[Data excerpts Boundary: Start]

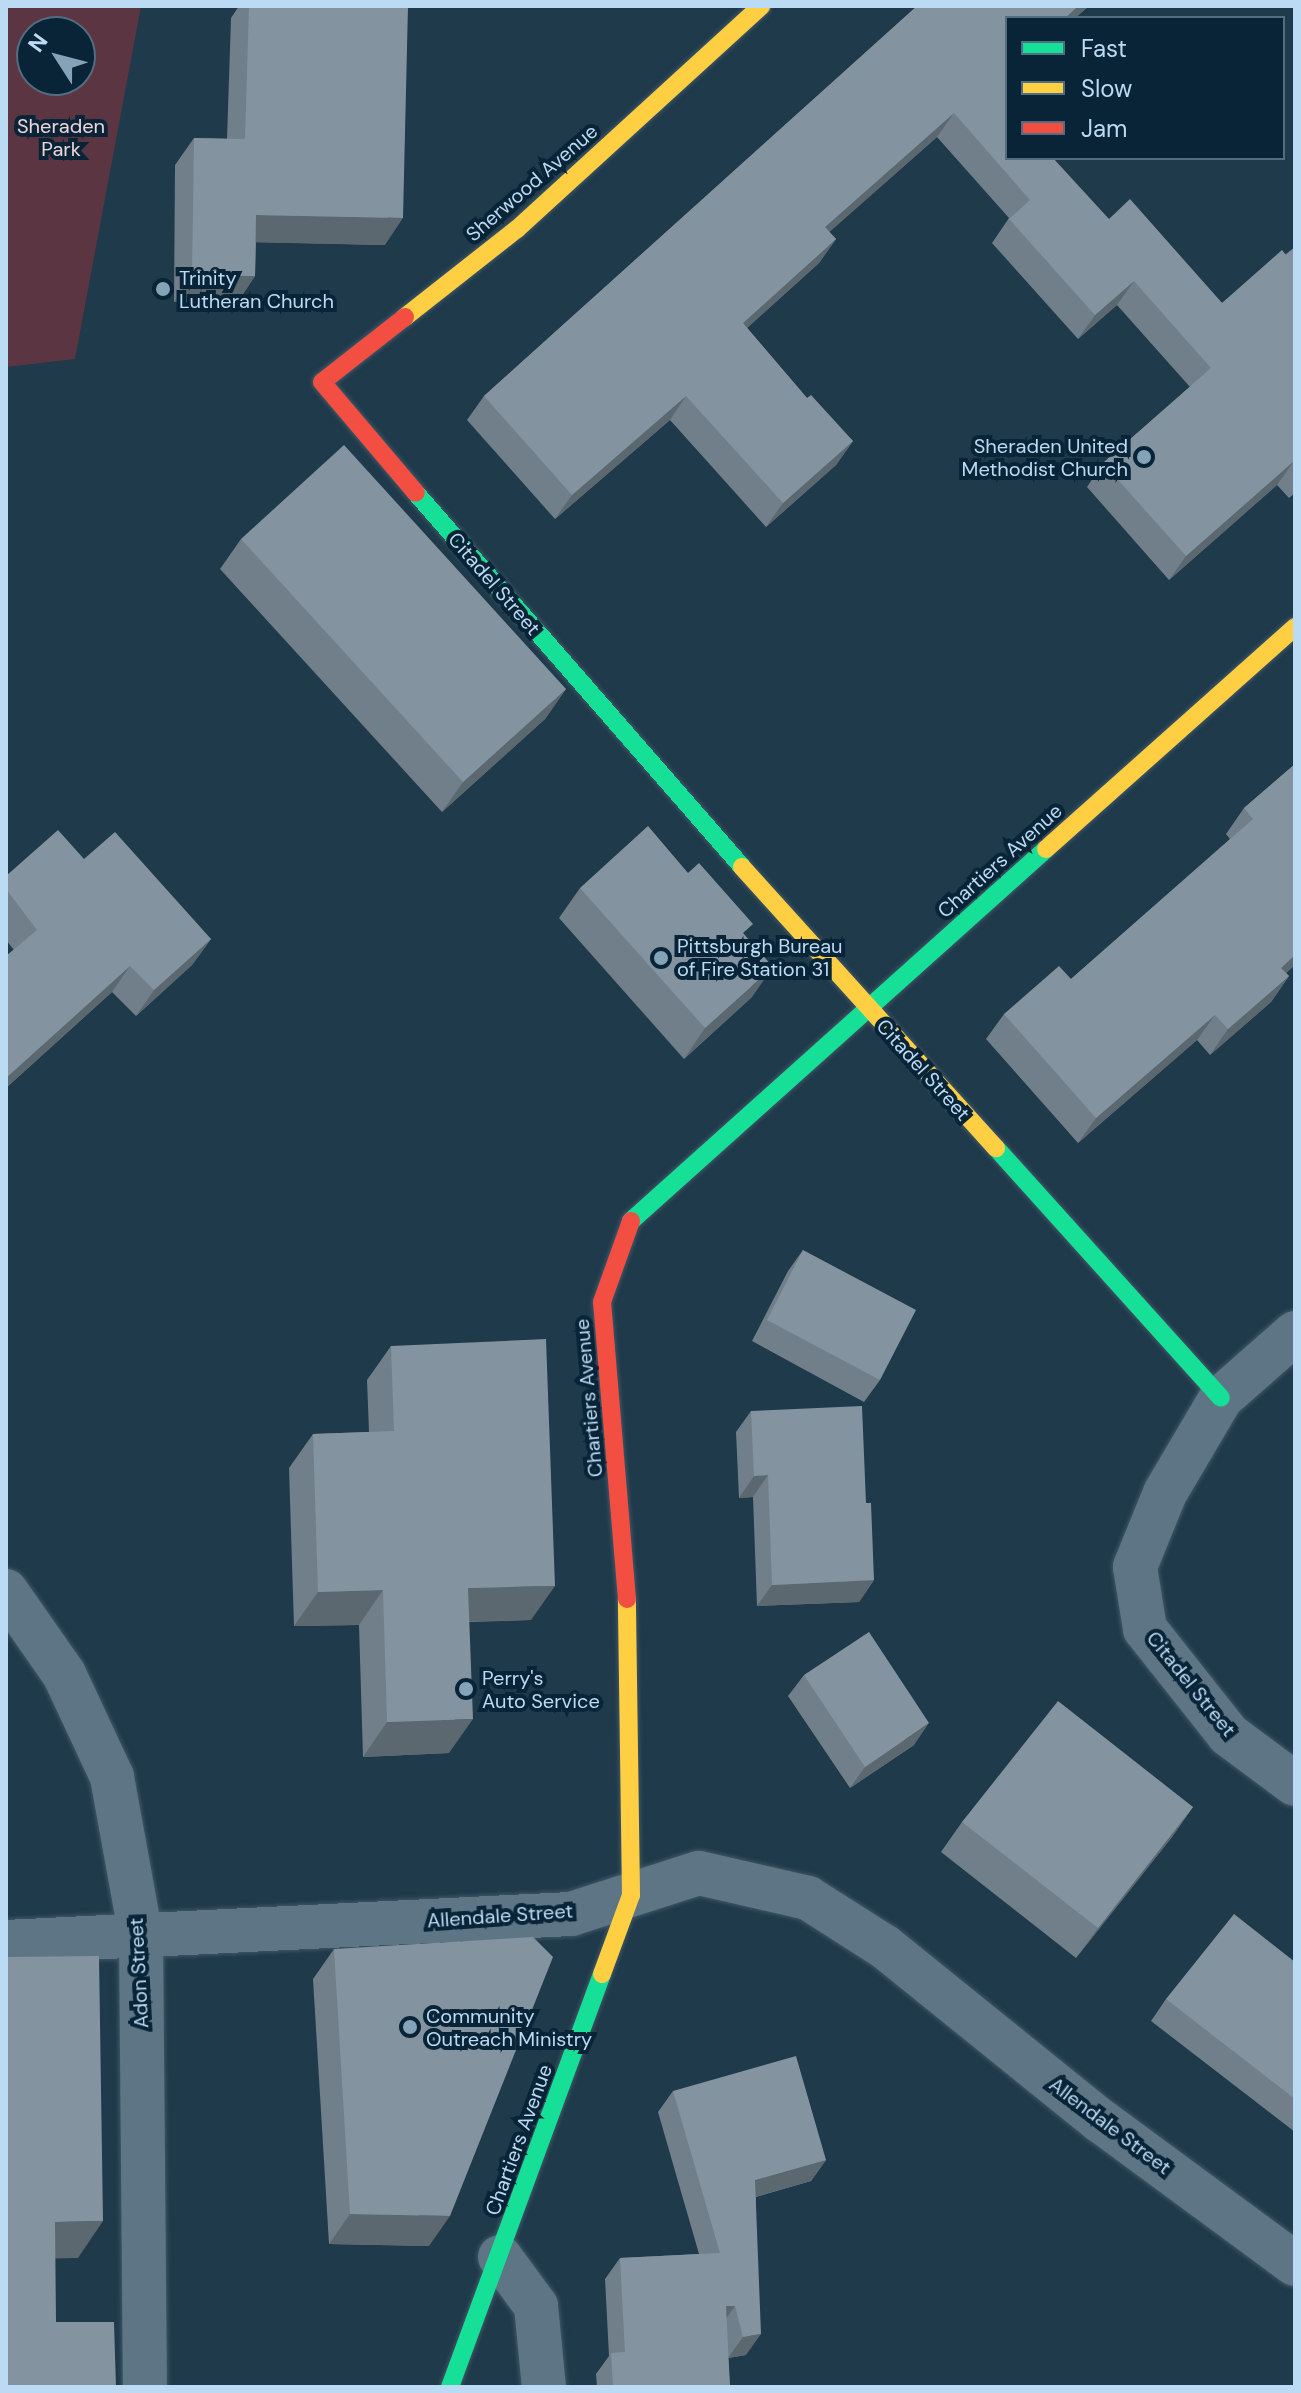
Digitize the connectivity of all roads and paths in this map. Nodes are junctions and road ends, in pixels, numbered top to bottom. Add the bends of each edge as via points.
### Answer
1 (761, 6) edge
2 (322, 382) joint
3 (1295, 627) edge
4 (867, 1009) junction
5 (1295, 1333) edge
6 (1221, 1398) junction
7 (6, 1591) edge
8 (1295, 1784) edge
9 (631, 1895) junction
10 (141, 1937) junction
11 (6, 1942) edge
12 (500, 2257) junction
13 (1295, 2264) edge
14 (145, 2387) edge
15 (450, 2387) edge
16 (544, 2387) edge

1 - 2 street, Sherwood Avenue via 517,229
2 - 4 street, Citadel Street via 607,717
3 - 4 street, Chartiers Avenue
4 - 6 street, Citadel Street
4 - 9 street, Chartiers Avenue via 634,1214 602,1302 627,1570
5 - 6 street
6 - 8 street, Citadel Street via 1165,1493 1135,1567 1145,1629 1229,1735
7 - 10 street, Adon Street via 64,1674 112,1777
9 - 10 street, Allendale Street via 571,1914
9 - 12 street, Chartiers Avenue
9 - 13 street, Allendale Street via 699,1873 808,1898 885,1947 1101,2121
10 - 11 street, Allendale Street
10 - 14 street, Adon Street
12 - 15 street, Chartiers Avenue
12 - 16 street via 536,2306

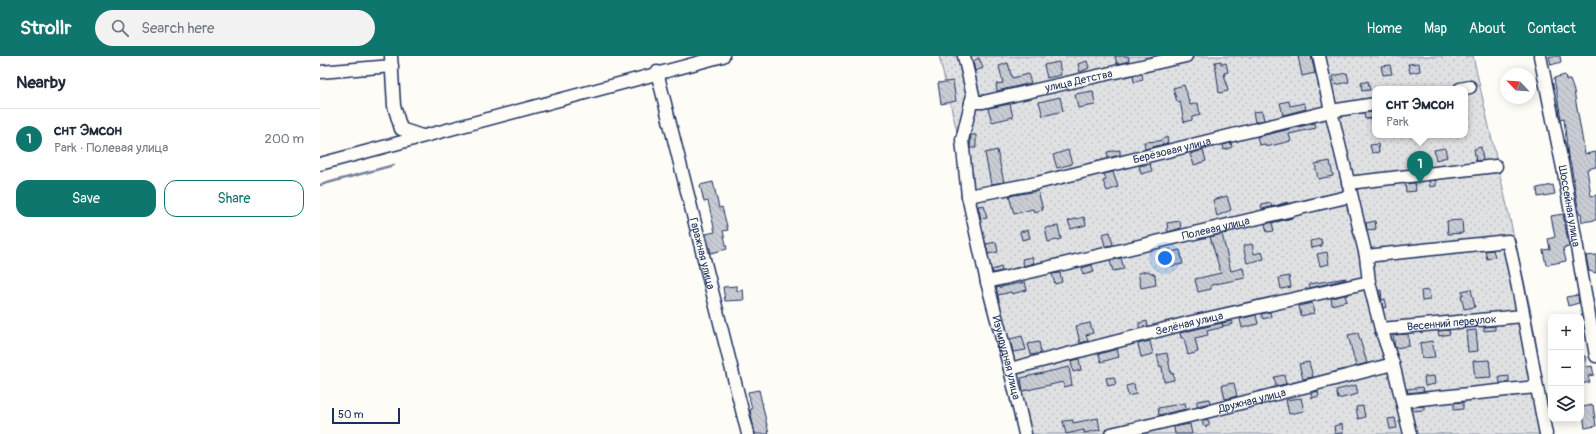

[Data excerpts Boundary: End]

All of the data is to be transcribed exactly, with images omitted.

> [Exercise solution]:
Digitize the connectivity of all roads and paths in this map. Nodes are junctions and road ends, in pixels, numbered top to bottom. Add the bends of each edge as via points.
### Answer
1 (761, 6) edge
2 (322, 382) joint
3 (1295, 627) edge
4 (867, 1009) junction
5 (1295, 1333) edge
6 (1221, 1398) junction
7 (6, 1591) edge
8 (1295, 1784) edge
9 (631, 1895) junction
10 (141, 1937) junction
11 (6, 1942) edge
12 (500, 2257) junction
13 (1295, 2264) edge
14 (145, 2387) edge
15 (450, 2387) edge
16 (544, 2387) edge

1 - 2 street, Sherwood Avenue via 517,229
2 - 4 street, Citadel Street via 607,717
3 - 4 street, Chartiers Avenue
4 - 6 street, Citadel Street
4 - 9 street, Chartiers Avenue via 634,1214 602,1302 627,1570
5 - 6 street
6 - 8 street, Citadel Street via 1165,1493 1135,1567 1145,1629 1229,1735
7 - 10 street, Adon Street via 64,1674 112,1777
9 - 10 street, Allendale Street via 571,1914
9 - 12 street, Chartiers Avenue
9 - 13 street, Allendale Street via 699,1873 808,1898 885,1947 1101,2121
10 - 11 street, Allendale Street
10 - 14 street, Adon Street
12 - 15 street, Chartiers Avenue
12 - 16 street via 536,2306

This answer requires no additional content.